Three potential flashpoints

Daalder says that idea that the ‘debt supercycle’ is about to explode is not borne out by statistics, despite the headline-grabbing figures. “There is a high level of debt, and it has indeed increased, but it has not done so shockingly. But certain parts of the debt market have developed faster than other parts, and this is more important to look at,” he told participants of the webinar.

‘These are levels that Japan reached before the bubble burst’

He says there are three potential flashpoints for debt becoming unmanageable: China, US corporate debt issuance, and global government debt levels. “China’s credit growth has been around 20% annually from 2009-2015, and private debt owed by households and corporates now stands at 210% of GDP. That sounds ominous. These are the sort of levels that were reached in Japan before the bubble burst in 1990, and in Thailand when it led to the onset of the Asian crisis in 1997. So if history is our guide, this can only go one way.”

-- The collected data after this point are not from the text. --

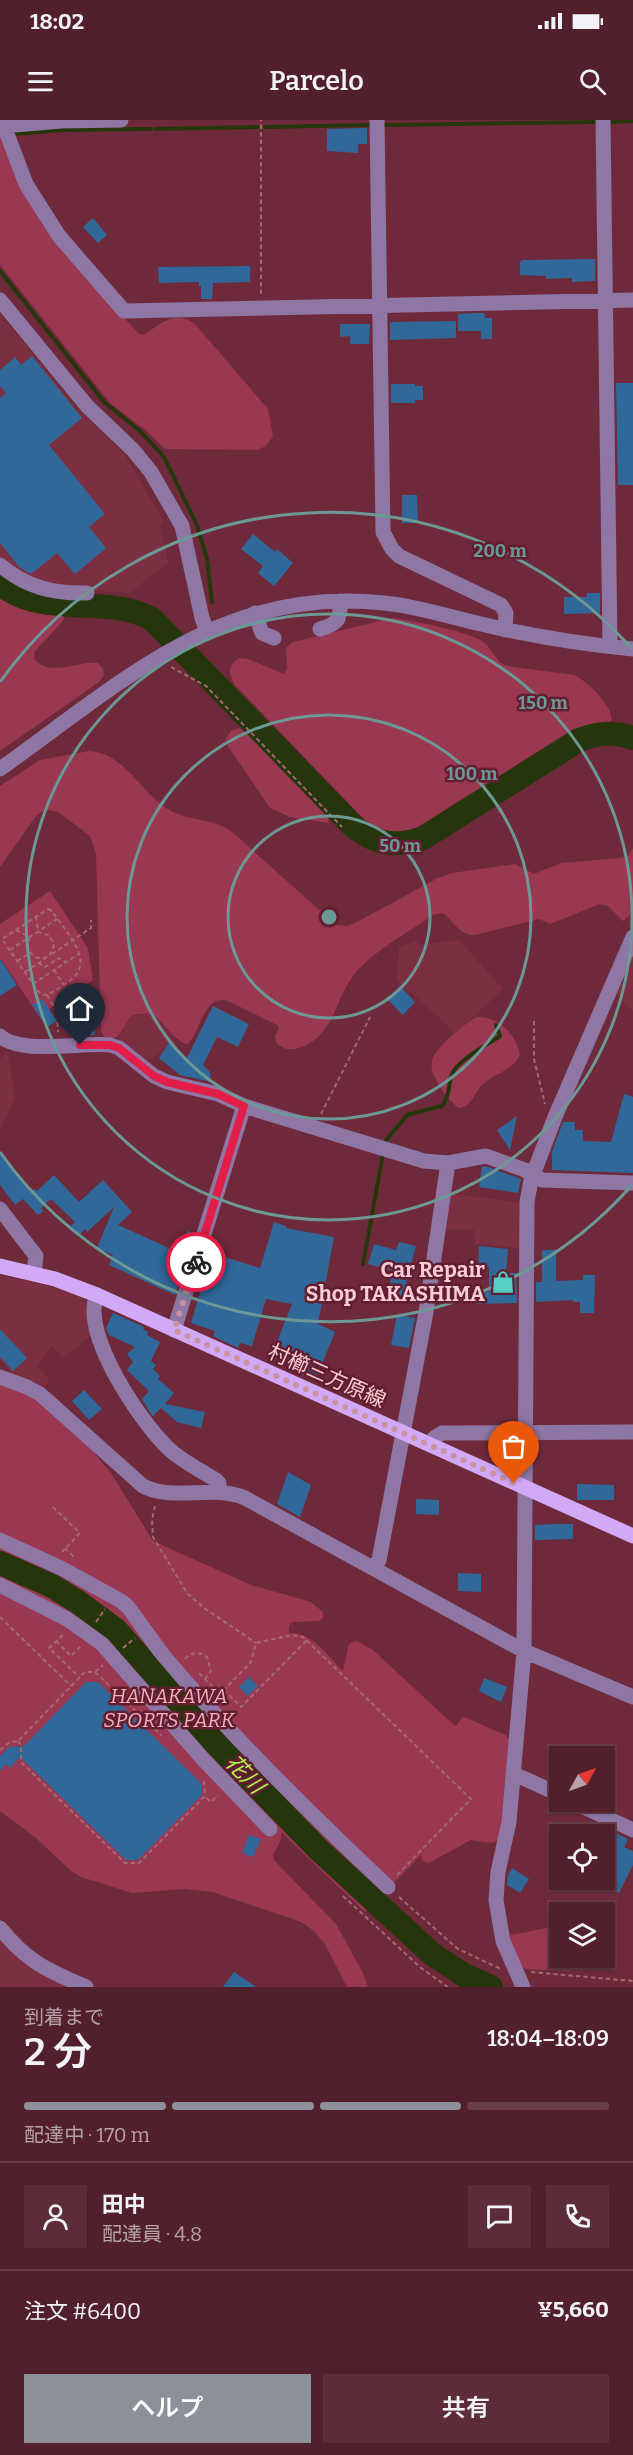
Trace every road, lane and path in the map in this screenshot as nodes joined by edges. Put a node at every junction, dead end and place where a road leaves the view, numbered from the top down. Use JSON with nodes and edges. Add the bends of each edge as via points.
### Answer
{"nodes":[{"id":1,"x":122,"y":120,"type":"edge"},
{"id":2,"x":261,"y":120,"type":"edge"},
{"id":3,"x":377,"y":120,"type":"edge"},
{"id":4,"x":603,"y":120,"type":"edge"},
{"id":5,"x":2,"y":125,"type":"edge"},
{"id":6,"x":0,"y":300,"type":"edge"},
{"id":7,"x":606,"y":300,"type":"junction"},
{"id":8,"x":633,"y":300,"type":"edge"},
{"id":9,"x":379,"y":304,"type":"junction"},
{"id":10,"x":261,"y":307,"type":"junction"},
{"id":11,"x":0,"y":565,"type":"edge"},
{"id":12,"x":87,"y":593,"type":"dead end"},
{"id":13,"x":340,"y":601,"type":"junction"},
{"id":14,"x":255,"y":614,"type":"junction"},
{"id":15,"x":320,"y":629,"type":"dead end"},
{"id":16,"x":505,"y":630,"type":"junction"},
{"id":17,"x":207,"y":631,"type":"junction"},
{"id":18,"x":274,"y":638,"type":"dead end"},
{"id":19,"x":610,"y":646,"type":"junction"},
{"id":20,"x":633,"y":649,"type":"edge"},
{"id":21,"x":165,"y":653,"type":"junction"},
{"id":22,"x":0,"y":769,"type":"edge"},
{"id":23,"x":342,"y":827,"type":"dead end"},
{"id":24,"x":36,"y":916,"type":"junction"},
{"id":25,"x":57,"y":919,"type":"junction"},
{"id":26,"x":91,"y":920,"type":"dead end"},
{"id":27,"x":16,"y":930,"type":"junction"},
{"id":28,"x":38,"y":932,"type":"junction"},
{"id":29,"x":633,"y":937,"type":"edge"},
{"id":30,"x":29,"y":938,"type":"junction"},
{"id":31,"x":72,"y":941,"type":"junction"},
{"id":32,"x":10,"y":950,"type":"junction"},
{"id":33,"x":30,"y":953,"type":"junction"},
{"id":34,"x":80,"y":953,"type":"junction"},
{"id":35,"x":48,"y":957,"type":"junction"},
{"id":36,"x":17,"y":962,"type":"junction"},
{"id":37,"x":66,"y":962,"type":"junction"},
{"id":38,"x":38,"y":963,"type":"junction"},
{"id":39,"x":54,"y":970,"type":"junction"},
{"id":40,"x":25,"y":972,"type":"junction"},
{"id":41,"x":33,"y":984,"type":"junction"},
{"id":42,"x":64,"y":985,"type":"junction"},
{"id":43,"x":47,"y":995,"type":"junction"},
{"id":44,"x":370,"y":1017,"type":"dead end"},
{"id":45,"x":534,"y":1021,"type":"dead end"},
{"id":46,"x":0,"y":1037,"type":"edge"},
{"id":47,"x":59,"y":1046,"type":"junction"},
{"id":48,"x":244,"y":1106,"type":"junction"},
{"id":49,"x":556,"y":1114,"type":"junction"},
{"id":50,"x":315,"y":1128,"type":"junction"},
{"id":51,"x":448,"y":1163,"type":"junction"},
{"id":52,"x":534,"y":1175,"type":"junction"},
{"id":53,"x":633,"y":1183,"type":"edge"},
{"id":54,"x":0,"y":1209,"type":"edge"},
{"id":55,"x":0,"y":1266,"type":"edge"},
{"id":56,"x":34,"y":1274,"type":"junction"},
{"id":57,"x":97,"y":1295,"type":"junction"},
{"id":58,"x":174,"y":1330,"type":"junction"},
{"id":59,"x":0,"y":1377,"type":"edge"},
{"id":60,"x":525,"y":1431,"type":"junction"},
{"id":61,"x":402,"y":1432,"type":"junction"},
{"id":62,"x":633,"y":1432,"type":"edge"},
{"id":63,"x":431,"y":1445,"type":"junction"},
{"id":64,"x":524,"y":1487,"type":"junction"},
{"id":65,"x":219,"y":1491,"type":"junction"},
{"id":66,"x":159,"y":1492,"type":"junction"},
{"id":67,"x":53,"y":1507,"type":"dead end"},
{"id":68,"x":633,"y":1536,"type":"edge"},
{"id":69,"x":0,"y":1540,"type":"edge"},
{"id":70,"x":52,"y":1564,"type":"junction"},
{"id":71,"x":374,"y":1568,"type":"junction"},
{"id":72,"x":0,"y":1585,"type":"edge"},
{"id":73,"x":108,"y":1604,"type":"dead end"},
{"id":74,"x":0,"y":1617,"type":"edge"},
{"id":75,"x":92,"y":1629,"type":"dead end"},
{"id":76,"x":68,"y":1633,"type":"dead end"},
{"id":77,"x":140,"y":1634,"type":"dead end"},
{"id":78,"x":307,"y":1640,"type":"junction"},
{"id":79,"x":56,"y":1641,"type":"junction"},
{"id":80,"x":256,"y":1643,"type":"junction"},
{"id":81,"x":90,"y":1649,"type":"dead end"},
{"id":82,"x":524,"y":1651,"type":"junction"},
{"id":83,"x":117,"y":1653,"type":"dead end"},
{"id":84,"x":185,"y":1659,"type":"dead end"},
{"id":85,"x":103,"y":1664,"type":"dead end"},
{"id":86,"x":95,"y":1672,"type":"junction"},
{"id":87,"x":80,"y":1678,"type":"junction"},
{"id":88,"x":205,"y":1679,"type":"dead end"},
{"id":89,"x":71,"y":1686,"type":"junction"},
{"id":90,"x":224,"y":1690,"type":"junction"},
{"id":91,"x":633,"y":1697,"type":"edge"},
{"id":92,"x":208,"y":1705,"type":"junction"},
{"id":93,"x":162,"y":1736,"type":"dead end"},
{"id":94,"x":18,"y":1742,"type":"junction"},
{"id":95,"x":0,"y":1750,"type":"edge"},
{"id":96,"x":254,"y":1762,"type":"dead end"},
{"id":97,"x":204,"y":1776,"type":"dead end"},
{"id":98,"x":513,"y":1776,"type":"junction"},
{"id":99,"x":232,"y":1783,"type":"dead end"},
{"id":100,"x":549,"y":1790,"type":"edge"},
{"id":101,"x":205,"y":1796,"type":"junction"},
{"id":102,"x":211,"y":1802,"type":"dead end"},
{"id":103,"x":594,"y":1812,"type":"edge"},
{"id":104,"x":270,"y":1829,"type":"dead end"},
{"id":105,"x":633,"y":1830,"type":"edge"},
{"id":106,"x":387,"y":1886,"type":"junction"},
{"id":107,"x":343,"y":1896,"type":"dead end"},
{"id":108,"x":0,"y":1928,"type":"edge"},
{"id":109,"x":517,"y":1976,"type":"edge"},
{"id":110,"x":633,"y":1981,"type":"edge"},
{"id":111,"x":86,"y":1987,"type":"edge"},
{"id":112,"x":448,"y":1987,"type":"edge"}],
"edges":[{"from":1,"to":5,"type":"street"},
{"from":2,"to":10,"type":"path"},
{"from":3,"to":9,"type":"street"},
{"from":4,"to":7,"type":"street"},
{"from":5,"to":10,"type":"street","via":[[26,184],[59,236],[124,311]]},
{"from":6,"to":17,"type":"street","via":[[92,412],[151,472],[182,526]]},
{"from":7,"to":8,"type":"street"},
{"from":7,"to":9,"type":"street"},
{"from":7,"to":19,"type":"street"},
{"from":9,"to":10,"type":"street"},
{"from":9,"to":16,"type":"street","via":[[382,532],[399,556],[501,605],[506,613]]},
{"from":11,"to":12,"type":"street","via":[[41,589]]},
{"from":13,"to":14,"type":"street"},
{"from":13,"to":15,"type":"street","via":[[339,620]]},
{"from":13,"to":16,"type":"street","via":[[404,605]]},
{"from":14,"to":17,"type":"street"},
{"from":14,"to":18,"type":"street","via":[[262,633]]},
{"from":16,"to":19,"type":"street"},
{"from":17,"to":21,"type":"street"},
{"from":19,"to":20,"type":"street"},
{"from":21,"to":22,"type":"street"},
{"from":21,"to":23,"type":"path","via":[[174,669],[209,689]]},
{"from":24,"to":25,"type":"path","via":[[48,909]]},
{"from":24,"to":27,"type":"path"},
{"from":24,"to":28,"type":"path"},
{"from":25,"to":28,"type":"path"},
{"from":25,"to":31,"type":"path"},
{"from":26,"to":31,"type":"path","via":[[91,928]]},
{"from":27,"to":30,"type":"path"},
{"from":27,"to":32,"type":"path","via":[[2,939]]},
{"from":28,"to":30,"type":"path"},
{"from":28,"to":35,"type":"path","via":[[52,938],[54,948]]},
{"from":29,"to":49,"type":"street"},
{"from":30,"to":32,"type":"path"},
{"from":30,"to":33,"type":"path"},
{"from":31,"to":34,"type":"path"},
{"from":31,"to":35,"type":"path"},
{"from":32,"to":36,"type":"path"},
{"from":33,"to":35,"type":"path","via":[[38,958]]},
{"from":33,"to":36,"type":"path"},
{"from":34,"to":37,"type":"path"},
{"from":34,"to":42,"type":"path","via":[[81,970]]},
{"from":35,"to":38,"type":"path"},
{"from":36,"to":40,"type":"path"},
{"from":37,"to":38,"type":"path","via":[[62,958],[43,967]]},
{"from":37,"to":39,"type":"path"},
{"from":38,"to":40,"type":"path"},
{"from":39,"to":41,"type":"path"},
{"from":39,"to":42,"type":"path"},
{"from":40,"to":41,"type":"path"},
{"from":41,"to":43,"type":"path","via":[[39,993]]},
{"from":42,"to":43,"type":"path"},
{"from":43,"to":47,"type":"path","via":[[57,1012]]},
{"from":44,"to":50,"type":"path"},
{"from":45,"to":49,"type":"path","via":[[536,1071],[547,1108]]},
{"from":46,"to":47,"type":"street","via":[[15,1044]]},
{"from":47,"to":48,"type":"street","via":[[110,1045],[167,1082],[218,1094]]},
{"from":48,"to":50,"type":"street"},
{"from":48,"to":58,"type":"street"},
{"from":49,"to":52,"type":"street"},
{"from":50,"to":51,"type":"street","via":[[424,1161]]},
{"from":51,"to":52,"type":"street","via":[[486,1156]]},
{"from":51,"to":61,"type":"street","via":[[426,1312]]},
{"from":52,"to":53,"type":"street","via":[[542,1180]]},
{"from":52,"to":60,"type":"street","via":[[526,1212]]},
{"from":54,"to":56,"type":"street","via":[[36,1256]]},
{"from":55,"to":56,"type":"main road","name":"村櫛三方原線"},
{"from":56,"to":57,"type":"main road","name":"村櫛三方原線"},
{"from":57,"to":58,"type":"main road","name":"村櫛三方原線"},
{"from":57,"to":65,"type":"street","via":[[92,1306],[105,1358],[115,1375],[160,1440],[178,1457],[216,1480]]},
{"from":58,"to":61,"type":"main road","name":"村櫛三方原線"},
{"from":59,"to":66,"type":"street","via":[[40,1394],[136,1480]]},
{"from":60,"to":62,"type":"street"},
{"from":60,"to":63,"type":"street","via":[[442,1433]]},
{"from":60,"to":64,"type":"street"},
{"from":61,"to":63,"type":"main road","name":"村櫛三方原線"},
{"from":61,"to":71,"type":"street"},
{"from":63,"to":64,"type":"main road","name":"村櫛三方原線"},
{"from":64,"to":68,"type":"main road","name":"村櫛三方原線"},
{"from":64,"to":82,"type":"street"},
{"from":65,"to":66,"type":"street"},
{"from":65,"to":71,"type":"street","via":[[245,1498]]},
{"from":66,"to":80,"type":"path","via":[[152,1520],[153,1537],[181,1584],[195,1601]]},
{"from":67,"to":70,"type":"path","via":[[80,1533]]},
{"from":69,"to":70,"type":"street"},
{"from":70,"to":92,"type":"street","via":[[128,1607]]},
{"from":71,"to":82,"type":"street"},
{"from":72,"to":104,"type":"street","via":[[42,1604],[102,1644]]},
{"from":73,"to":75,"type":"path"},
{"from":74,"to":89,"type":"path"},
{"from":76,"to":79,"type":"path"},
{"from":77,"to":83,"type":"path"},
{"from":78,"to":80,"type":"path","via":[[292,1635]]},
{"from":78,"to":90,"type":"path","via":[[241,1707]]},
{"from":78,"to":106,"type":"path","via":[[471,1799]]},
{"from":79,"to":81,"type":"path","via":[[71,1656],[84,1643]]},
{"from":79,"to":87,"type":"path","via":[[49,1648]]},
{"from":80,"to":90,"type":"path","via":[[251,1662]]},
{"from":82,"to":91,"type":"street"},
{"from":82,"to":98,"type":"street"},
{"from":84,"to":88,"type":"path","via":[[198,1653],[207,1657],[211,1671]]},
{"from":85,"to":86,"type":"path"},
{"from":86,"to":87,"type":"path","via":[[86,1672]]},
{"from":86,"to":93,"type":"path"},
{"from":87,"to":89,"type":"path"},
{"from":89,"to":94,"type":"path"},
{"from":90,"to":92,"type":"path"},
{"from":92,"to":106,"type":"street"},
{"from":94,"to":95,"type":"path","via":[[10,1742]]},
{"from":94,"to":101,"type":"path","via":[[21,1762],[125,1863],[139,1863]]},
{"from":96,"to":99,"type":"path"},
{"from":97,"to":101,"type":"path"},
{"from":98,"to":100,"type":"street"},
{"from":98,"to":109,"type":"street","via":[[496,1900],[500,1928]]},
{"from":101,"to":102,"type":"path"},
{"from":103,"to":105,"type":"street"},
{"from":106,"to":109,"type":"path","via":[[458,1949]]},
{"from":107,"to":112,"type":"path","via":[[421,1968]]},
{"from":108,"to":111,"type":"street","via":[[35,1963]]},
{"from":109,"to":110,"type":"path","via":[[522,1971]]}]}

“However, China is a centrally led system, which makes it easier for them to tackle this problem should they need to. They may not want to solve it and risk losing their track record on reaching growth targets, so it seems likely that they’ll be kicking the can down the road for a bit longer. They have been pretty good at doing this, though this isn’t a good thing in the long run.”

Darker side of borrowing

Borrowing by US companies is the second problem area, Daalder says. “We all know the story of US corporates tapping into the easy bond market to finance dividends and share buybacks, and that’s a negative development, because it’s adding debt to your balance sheet without it leading to any new growth. Just borrowing money just to send out as more cash to shareholders has no upside.”

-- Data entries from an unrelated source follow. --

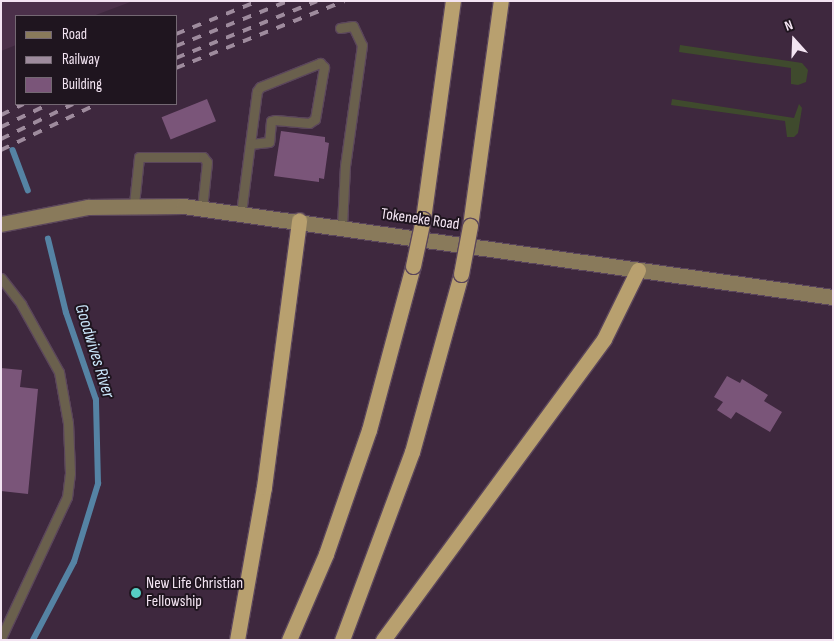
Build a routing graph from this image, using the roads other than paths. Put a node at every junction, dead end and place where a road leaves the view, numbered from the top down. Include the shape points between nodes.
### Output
1 (453, 1) edge
2 (501, 5) edge
3 (340, 28) dead end
4 (250, 144) junction
5 (134, 204) junction
6 (202, 208) junction
7 (241, 212) junction
8 (299, 220) junction
9 (1, 224) edge
10 (342, 226) junction
11 (638, 270) junction
12 (1, 278) edge
13 (833, 297) edge
14 (1, 638) edge
15 (237, 640) edge
16 (289, 640) edge
17 (342, 640) edge
18 (383, 640) edge

1 - 16 highway, bridge via 423,218 413,266 369,430 326,554
2 - 17 highway, bridge via 461,274 412,452
3 - 10 lane via 353,26 362,44 344,166
4 - 4 lane via 260,87 320,63 324,67 315,119 309,123 271,121 269,142
4 - 7 lane
5 - 6 main road, Tokeneke Road
5 - 6 lane via 139,157 203,157 207,162
5 - 9 main road, Tokeneke Road via 58,211
6 - 7 main road, Tokeneke Road
7 - 8 main road, Tokeneke Road
8 - 10 main road, Tokeneke Road
8 - 15 highway via 264,487
10 - 11 main road, Tokeneke Road
11 - 13 main road, Tokeneke Road
11 - 18 highway via 604,339
12 - 14 lane via 21,304 59,372 68,423 70,473 67,497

“The underlying credit profile of the debt of the US corporate sector has deteriorated in recent years, so there is the risk of a negative credit cycle here. But keep in mind that the size of the sector isn’t high in international terms – it’s about 60% of GDP, which is the second-lowest ratio in the world after Germany, compared to about 190% for Ireland. Additionally, cash holdings have risen in US corporates in recent years.”

Feeding the cycle

Daalder says the biggest increase of all has been in government borrowing as they deal with economic problems following the 2008 financial crisis and the large deficits that have ensued. “They’ve let government finances run loose, and the consequence has been that debt as a proportion of GDP has dramatically risen in all economies.”

“This is a problem, though there is also a ‘solution’ in that central banks have been acting as the lender of the last resort, buying up bonds, and owning more and more of this debt. This will continue to lead to very, very low interest rates, which will feed the cycle of ever-increasing debt. So it’s not a real solution and is instead another case of kicking the can down the road.”

“In all, the threat of a major credit cycle meltdown is relatively limited, but the longer this current low-rate environment continues, the bigger this problem becomes. But we haven’t reached an inflexion point yet and are likely to see this ‘let it go’ scenario for another few years yet.”